• [DIRECTIONS FOR THIS TASK]: Restate the listing that follows word for word, without its pictures.
****
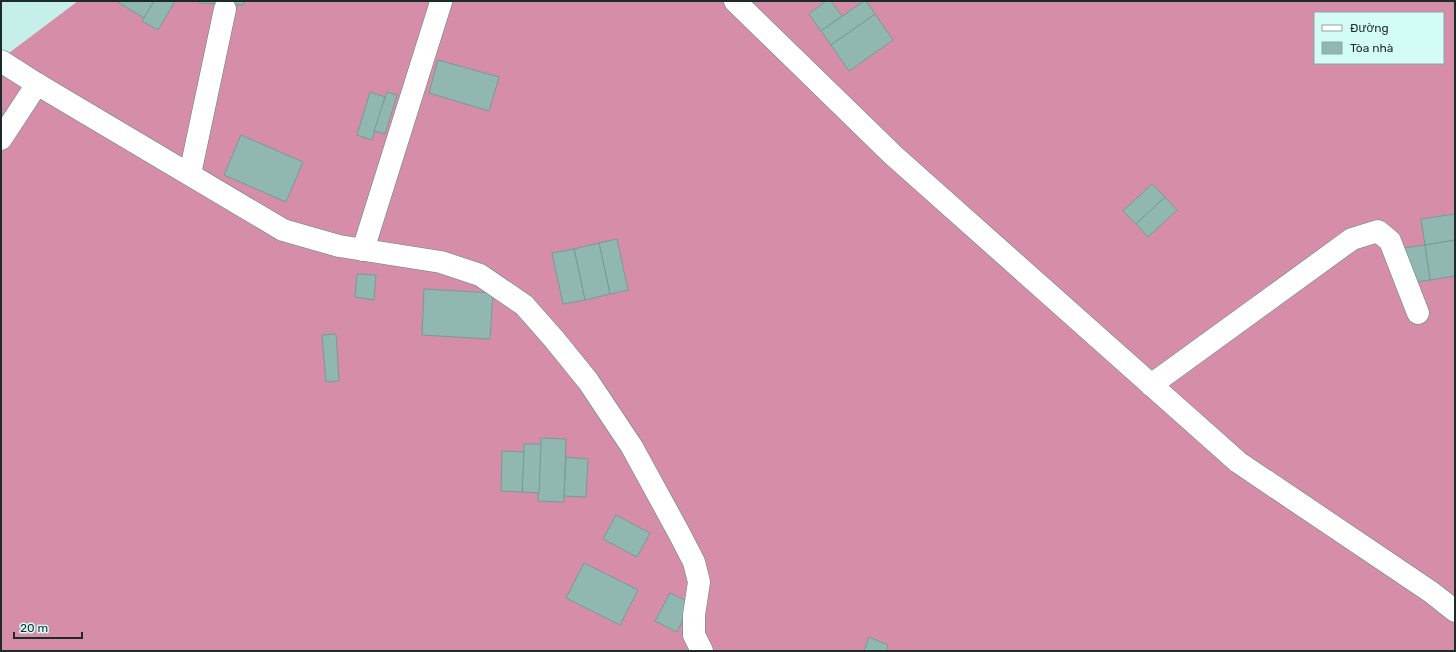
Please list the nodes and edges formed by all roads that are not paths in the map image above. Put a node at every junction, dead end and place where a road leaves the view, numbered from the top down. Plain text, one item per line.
1 (735, 1) edge
2 (441, 2) dead end
3 (225, 9) dead end
4 (1, 61) edge
5 (37, 84) junction
6 (1, 139) edge
7 (190, 174) junction
8 (363, 250) junction
9 (1418, 313) dead end
10 (1151, 385) junction
11 (1455, 611) edge
12 (702, 651) edge

1 - 10 street
2 - 8 street
3 - 7 street
4 - 5 street
5 - 6 street
5 - 7 street
7 - 8 street
8 - 12 street
9 - 10 street
10 - 11 street

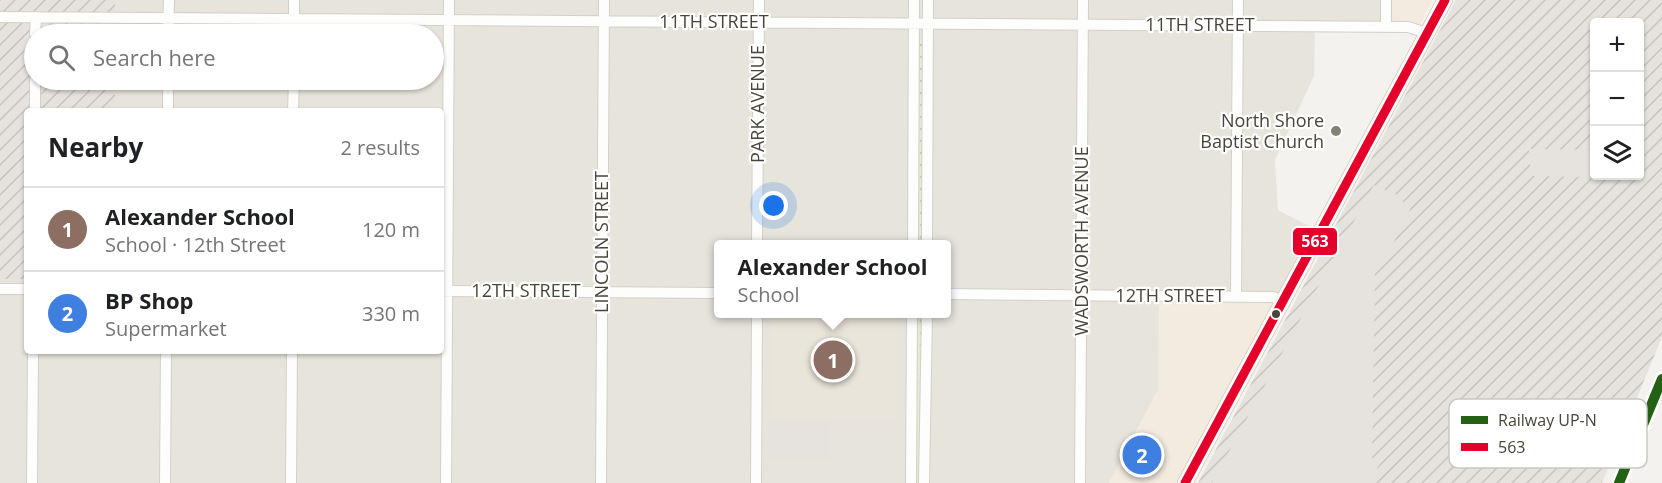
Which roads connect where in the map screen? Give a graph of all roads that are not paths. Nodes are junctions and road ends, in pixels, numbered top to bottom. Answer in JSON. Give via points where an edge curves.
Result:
****
• [RESULT BELOW]:
Please list the nodes and edges formed by all roads that are not paths in the map image above. Put a node at every junction, dead end and place where a road leaves the view, numbered from the top down. Plain text, one item per line.
1 (735, 1) edge
2 (441, 2) dead end
3 (225, 9) dead end
4 (1, 61) edge
5 (37, 84) junction
6 (1, 139) edge
7 (190, 174) junction
8 (363, 250) junction
9 (1418, 313) dead end
10 (1151, 385) junction
11 (1455, 611) edge
12 (702, 651) edge

1 - 10 street
2 - 8 street
3 - 7 street
4 - 5 street
5 - 6 street
5 - 7 street
7 - 8 street
8 - 12 street
9 - 10 street
10 - 11 street

Which roads connect where in the map screen? Give a graph of all roads that are not paths. Nodes are junctions and road ends, in pixels, numbered top to bottom. Answer in JSON. Give via points where an edge curves.
Result:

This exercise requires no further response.